Commit graph

593 commits

Author SHA1 Message Date
Adam Williamson
9eef80a85a base_services_start: convert mcelog exception to hcn-init
We've had this 'exception' for mcelog.service failing in here for
years. Looking into it, it seems to now be fixed:
https://bugzilla.redhat.com/show_bug.cgi?id=1526725
and hasn't happened in our official instances for years (I guess
because they're all Intel boxes). However, we have a similar case
on ppc64le with hcn-init.service failing spuriously:
https://bugzilla.redhat.com/show_bug.cgi?id=1894654
so I'm just converting it into a workaround for that instead. We
could wire this up to be more sophisticated, with some kind of
array or hash of services that are allowed to fail and more
complex checking code, but let's not bother unless/until it's
necessary.

Signed-off-by: Adam Williamson <awilliam@redhat.com>
2020-11-04 09:34:12 -08:00
Adam Williamson
92d52c6ac6 Split VNC client steps in two for aarch64 timing issue
So, there's a problem with how we figure out the NetworkManager
connection to use in setup_tap_static: it expects the first
connection in the list to be the right one, but this is only
actually true so long as it's *active*. When we're in the tap
case, it's usually not going to actually *work* out of the box
on boot (or else we wouldn't need setup_tap_static at all...),
so some time after boot, NetworkManager gives up on it and marks
it as inactive. And after that, setup_tap_static won't work any
more.

I never noticed this as a problem before because usually we do
setup_tap_static before that point. But it seems in the vnc
client tests, on aarch64, desktop boot and login is slow enough
that by the time we switch to a VT and try to setup the network,
we're very close to that cutoff, and sometimes miss it.

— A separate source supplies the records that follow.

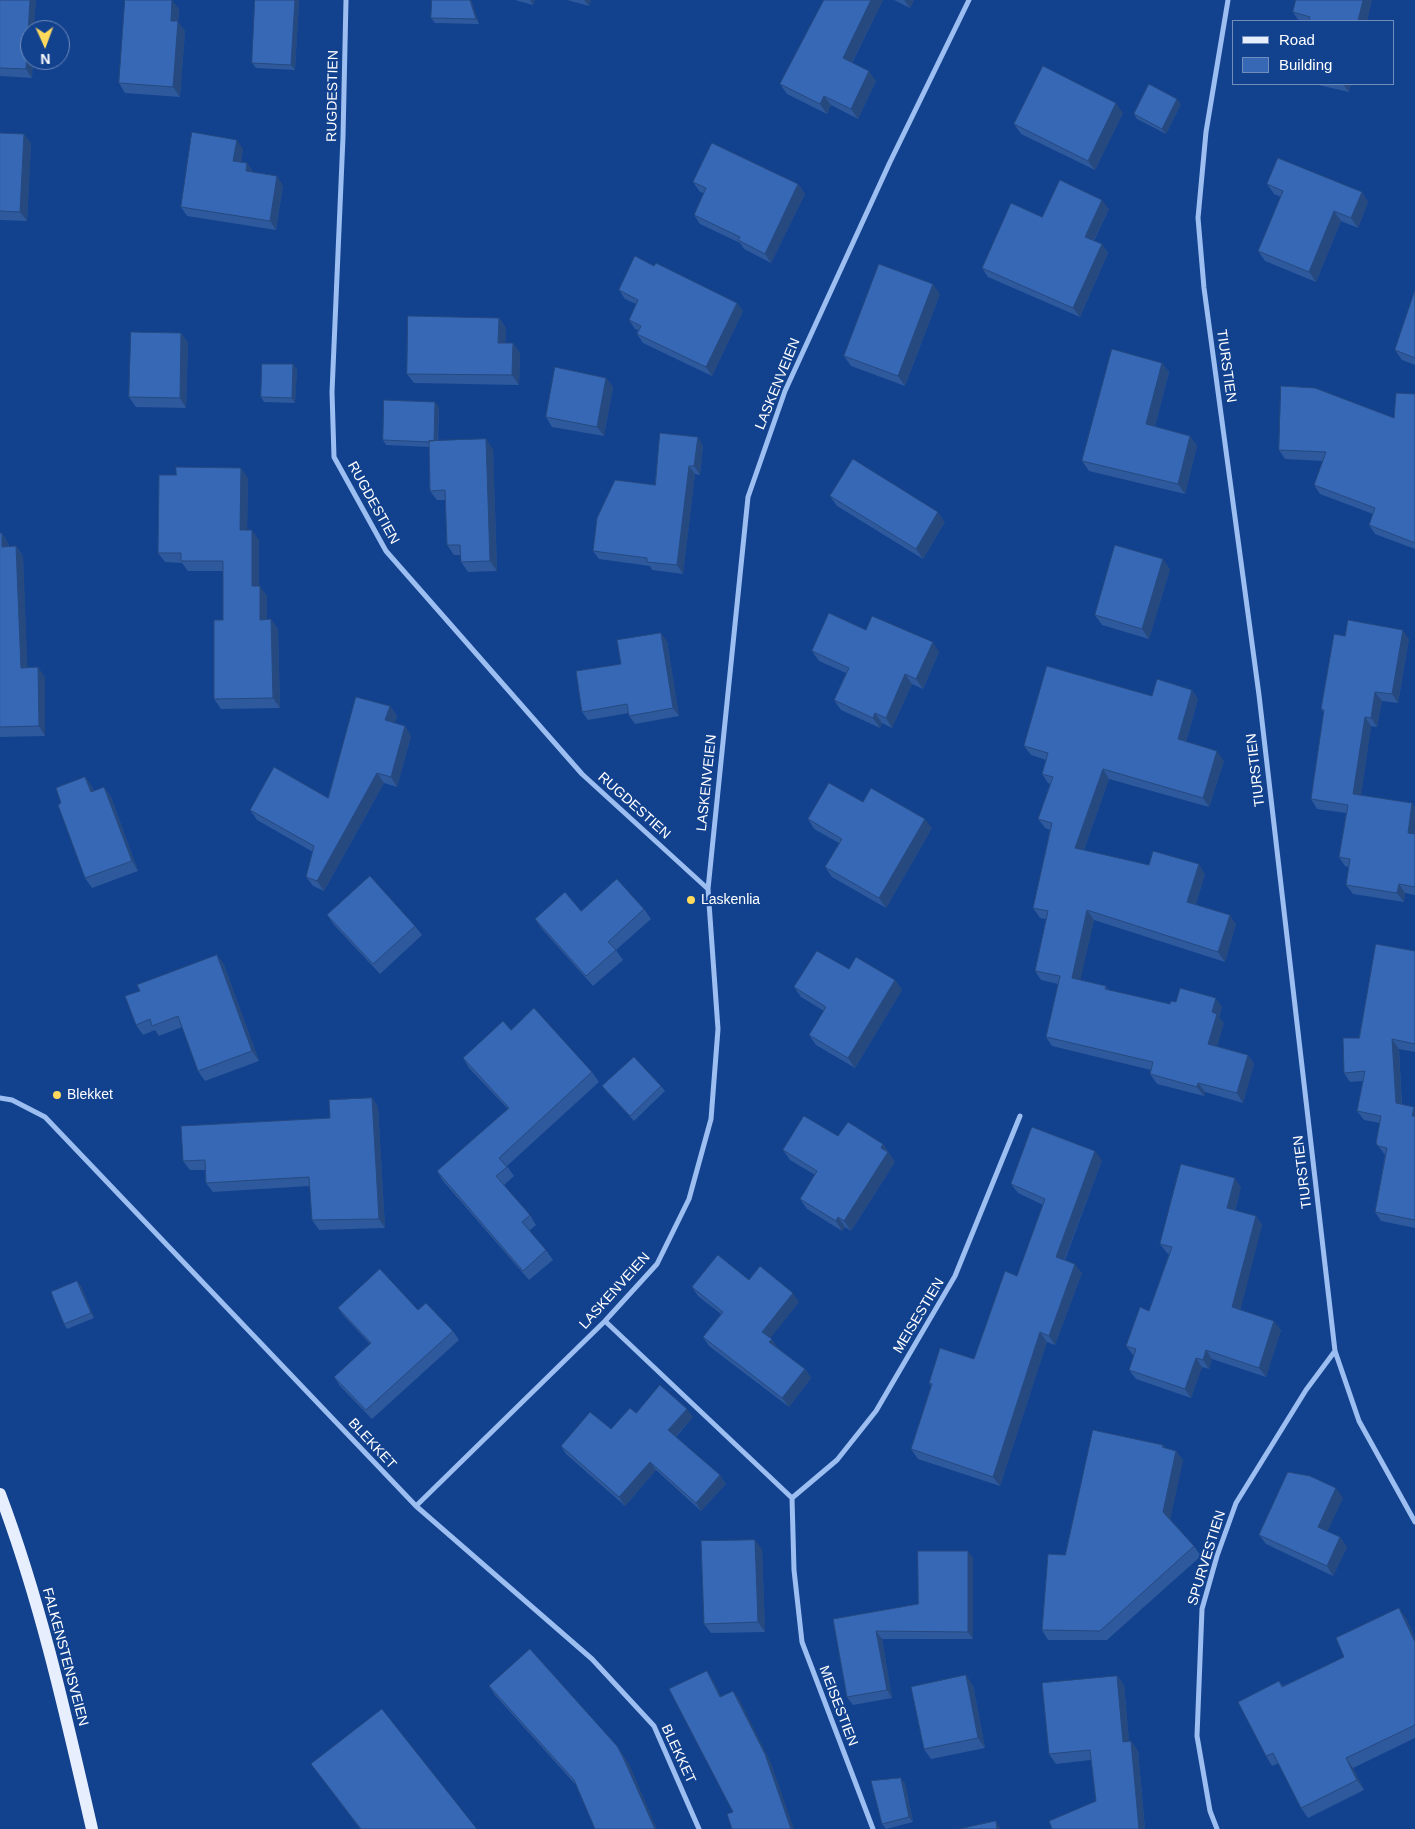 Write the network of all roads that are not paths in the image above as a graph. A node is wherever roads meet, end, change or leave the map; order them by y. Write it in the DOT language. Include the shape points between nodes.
graph roads {
  1 [pos="346,0"];
  2 [pos="969,0"];
  3 [pos="1228,0"];
  4 [pos="708,889"];
  5 [pos="0,1098"];
  6 [pos="1020,1116"];
  7 [pos="605,1321"];
  8 [pos="1335,1351"];
  9 [pos="0,1494"];
  10 [pos="792,1498"];
  11 [pos="416,1506"];
  12 [pos="1415,1522"];
  13 [pos="92,1829"];
  14 [pos="699,1829"];
  15 [pos="873,1829"];
  16 [pos="1216,1829"];
  1 -- 4 [label="street, RUGDESTIEN" via="332,392 334,457 386,551 582,774"];
  2 -- 4 [label="street, LASKENVEIEN" via="890,162 785,391 748,497"];
  3 -- 8 [label="street, TIURSTIEN" via="1206,132 1198,218 1204,288 1261,714"];
  4 -- 7 [label="street, LASKENVEIEN" via="718,1029 711,1119 689,1199 657,1264"];
  5 -- 11 [label="street, BLEKKET" via="12,1100 45,1117 73,1144"];
  6 -- 10 [label="street, MEISESTIEN" via="956,1276 891,1386 876,1411 837,1460"];
  7 -- 10 [label="street"];
  7 -- 11 [label="street, LASKENVEIEN"];
  8 -- 12 [label="street, TIURSTIEN" via="1359,1421"];
  8 -- 16 [label="street, SPURVESTIEN" via="1306,1390 1236,1503 1202,1609 1197,1736"];
  9 -- 13 [label="main road, FALKENSTENSVEIEN" via="40,1614"];
  10 -- 15 [label="street, MEISESTIEN" via="794,1570 802,1642"];
  11 -- 14 [label="street, BLEKKET" via="592,1659 654,1726"];
} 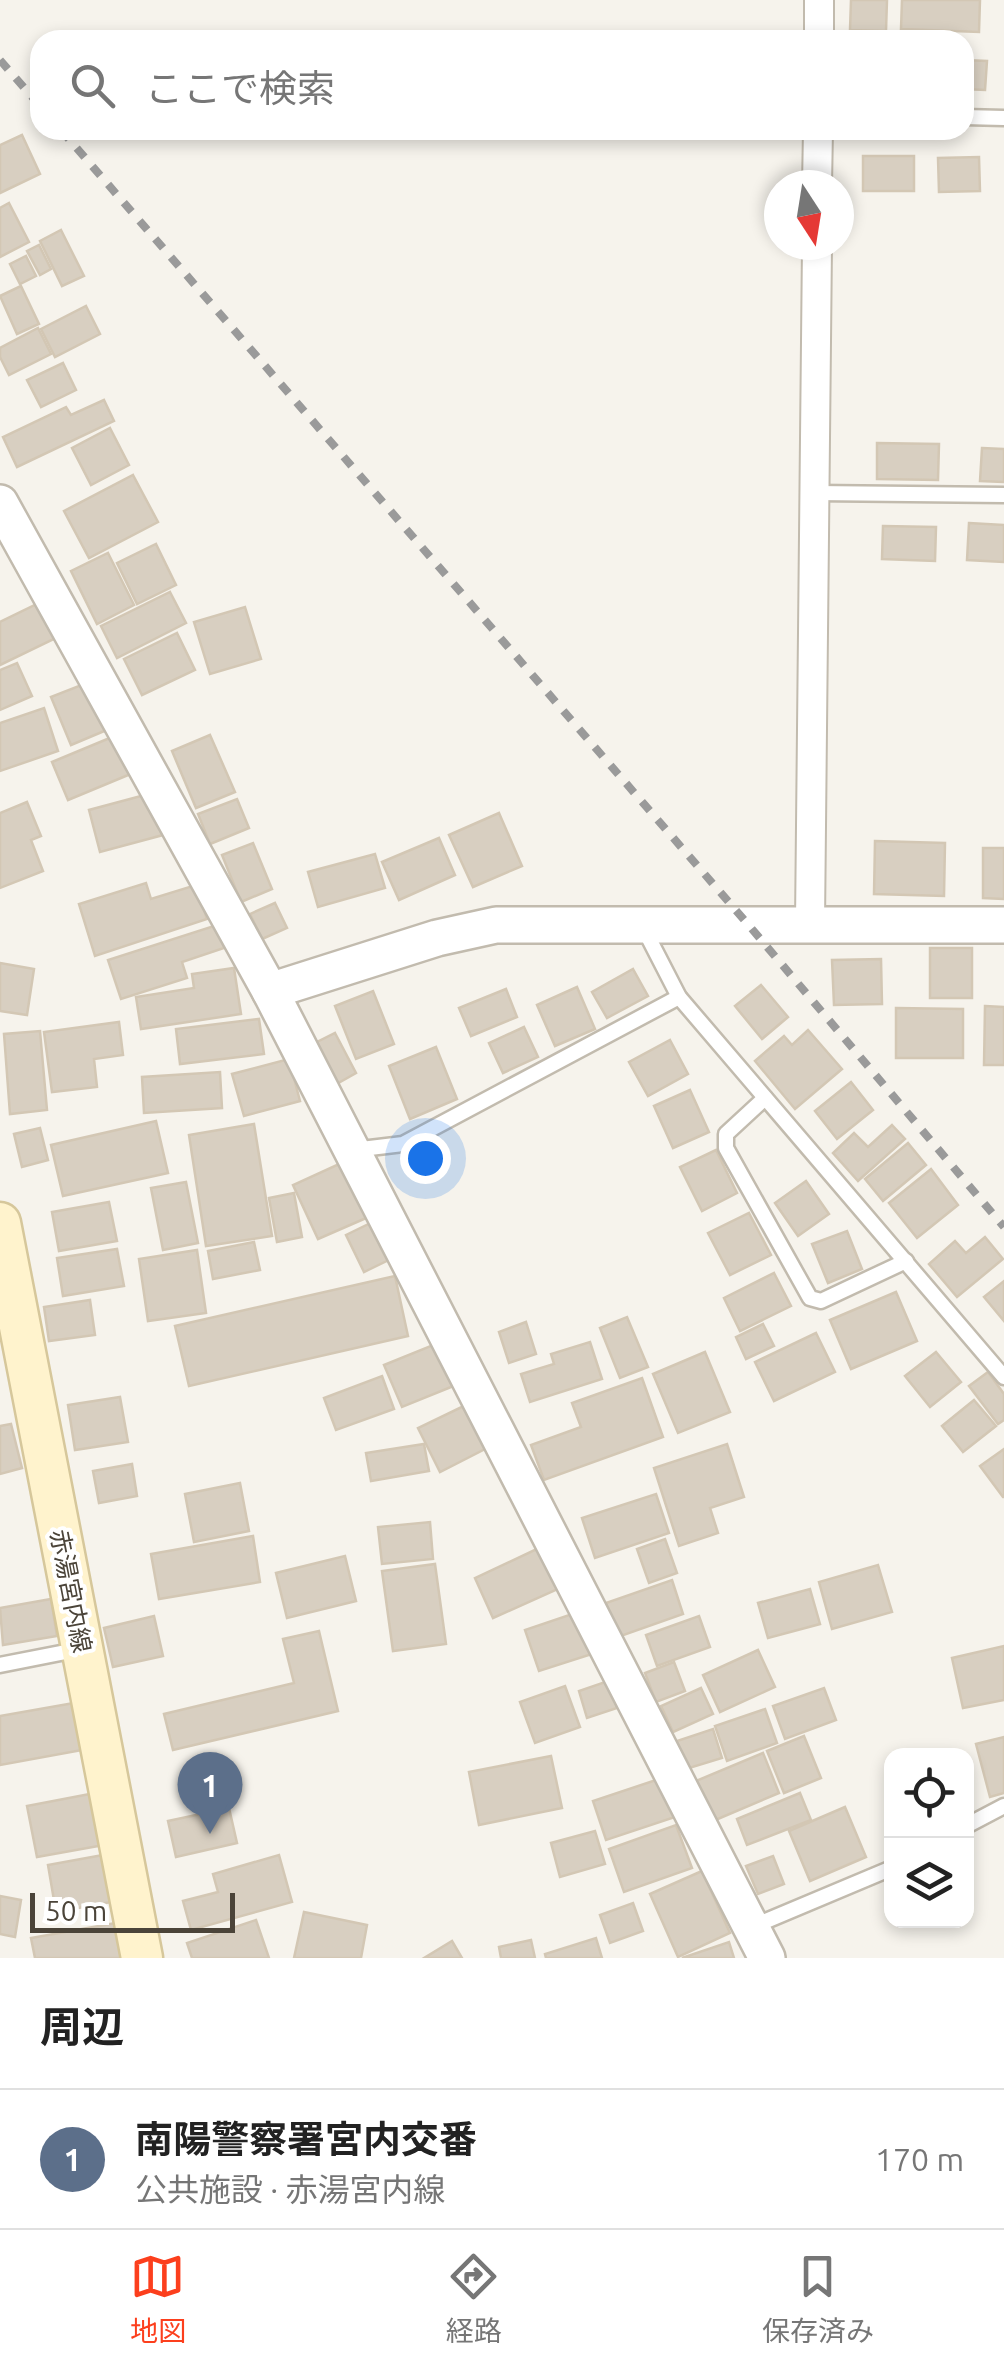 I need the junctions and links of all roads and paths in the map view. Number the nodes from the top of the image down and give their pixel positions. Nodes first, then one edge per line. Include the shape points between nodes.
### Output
1 (819, 0) edge
2 (819, 30) edge
3 (974, 117) edge
4 (1004, 118) edge
5 (818, 140) edge
6 (817, 170) edge
7 (817, 260) edge
8 (815, 493) junction
9 (1004, 495) edge
10 (0, 503) edge
11 (641, 922) junction
12 (810, 922) junction
13 (1004, 924) edge
14 (270, 991) junction
15 (679, 997) junction
16 (765, 1098) junction
17 (353, 1150) junction
18 (0, 1223) edge
19 (906, 1261) junction
20 (1004, 1377) edge
21 (82, 1648) junction
22 (0, 1665) edge
23 (1004, 1806) edge
24 (974, 1822) edge
25 (884, 1873) edge
26 (759, 1943) edge
27 (142, 1958) edge

1 - 2 street
3 - 4 lane
5 - 6 street
7 - 8 street
8 - 9 lane
8 - 12 street
10 - 14 street
11 - 12 street
11 - 14 street via 496,924
11 - 15 lane
12 - 13 street
14 - 17 street
15 - 16 lane
15 - 17 lane via 404,1144
16 - 19 lane
16 - 19 lane via 726,1134 726,1148 810,1298 821,1301
17 - 26 street
18 - 21 main road, 赤湯宮内線
19 - 20 lane
21 - 22 lane
21 - 27 main road, 赤湯宮内線
23 - 24 lane
25 - 26 lane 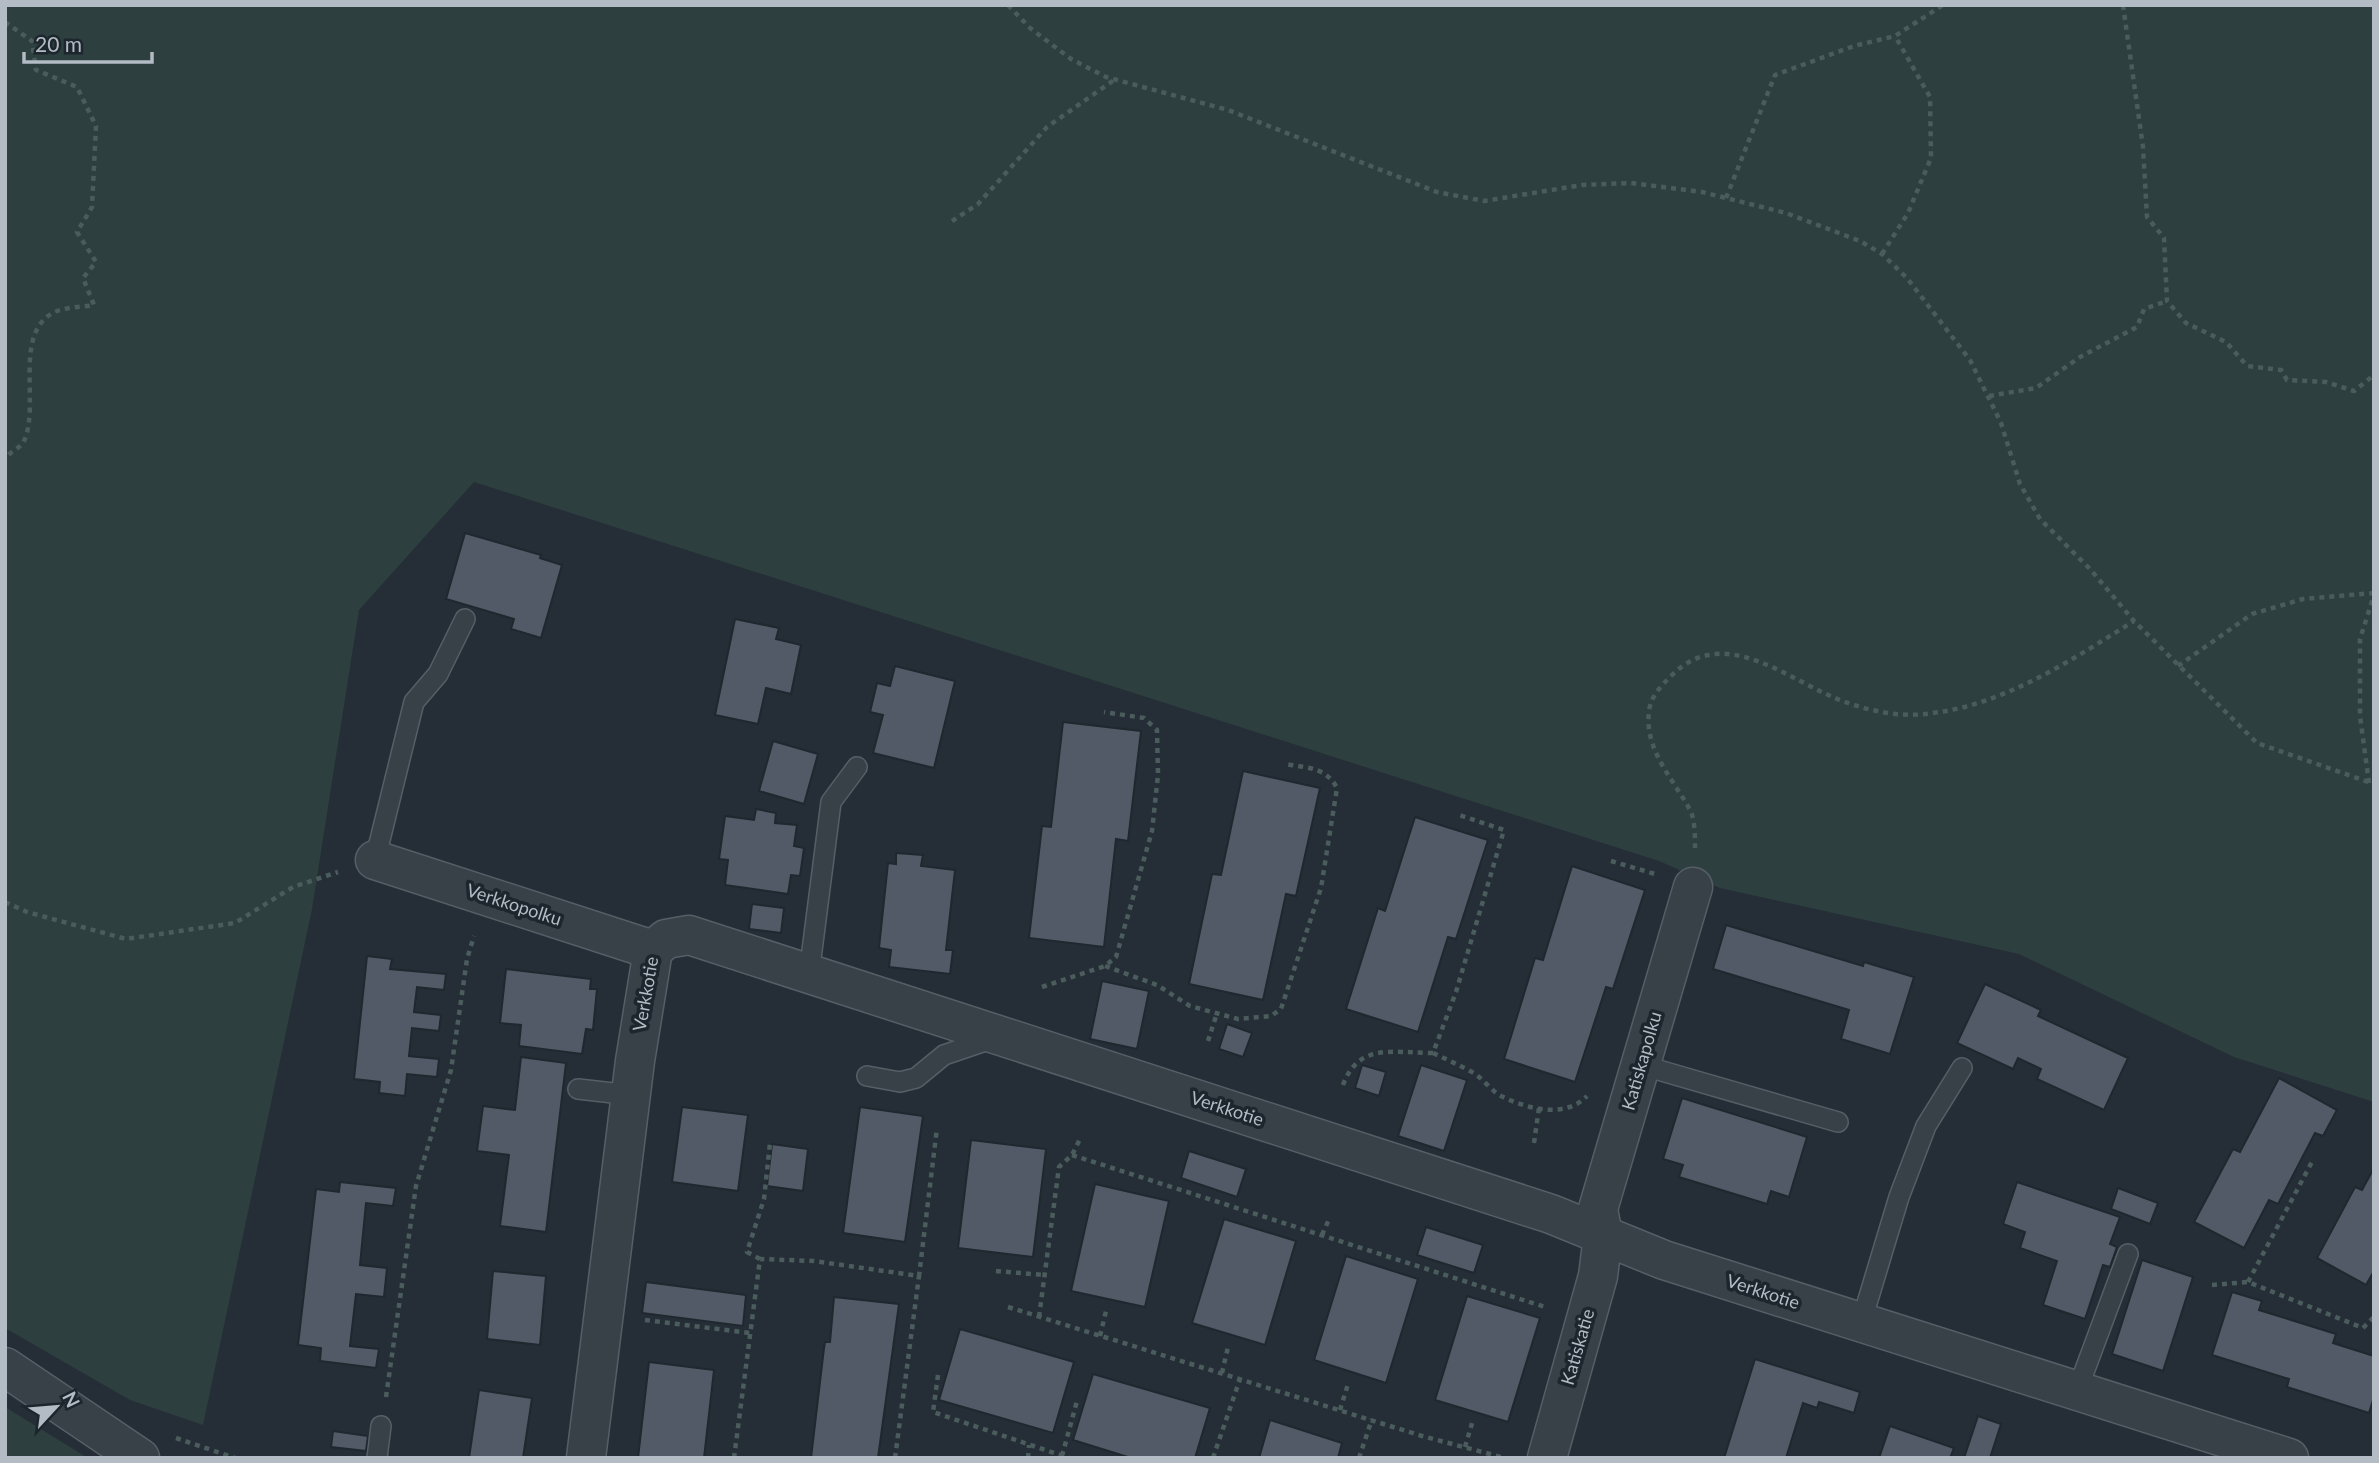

This, I hope, avoids the problem by doing the network setup in
that test before we deal with the desktop login, then doing the
desktop login, then doing the actual VNC bits.

The alternative here would be to figure out a better way to do
setup_tap_static, but I can't.

Signed-off-by: Adam Williamson <awilliam@redhat.com>
2020-10-30 12:39:52 -07:00
Adam Williamson
bcefdd8357 Wait a bit before typing password on GNOME login screen
Seems like this often fails when booting the desktop disk image
on aarch64 if we start typing right away.

Signed-off-by: Adam Williamson <awilliam@redhat.com>
2020-10-30 12:39:52 -07:00
Adam Williamson
5341957960 cockpit: wait longer for services screen to load
It seems like it can be *really* slow on aarch64, since 218:
https://github.com/cockpit-project/cockpit/issues/14840
this should give it a total of 180 seconds on aarch64 (90 second
still screen timeout plus 30 second assert_screen timeout, with
1.5x scale).

Signed-off-by: Adam Williamson <awilliam@redhat.com>
2020-10-30 12:39:52 -07:00
Adam Williamson
c7a1b94c84 Enable aarch64 disk image testing, related fixes
This sets us up to test the release-blocking aarch64 disk images
(Minimal, Server and Workstation). It also allows for testing
armhfp disk images on aarch64 worker hosts (though my testing of
that isn't going too well so far), and fixes the initial-setup
handling for a change upstream ('use password' is now the default
so we don't need to choose it). We rewire disk image deployment
test loading to work through the generic loader code rather than
using ENTRYPOINT, as it allows us to more gracefully handle
graphical (Workstation) vs. console (Server, Minimal), moving
the code for handling console initial-setup to a helper function
just like the code for gnome-initial-setup and having _console_
wait_login call it when appropriate. We also tweak desktop_vt a
bit because now we need to switch from a console running as test
to a desktop, which breaks the assumption that the highest
numbered session of user test is the desktop...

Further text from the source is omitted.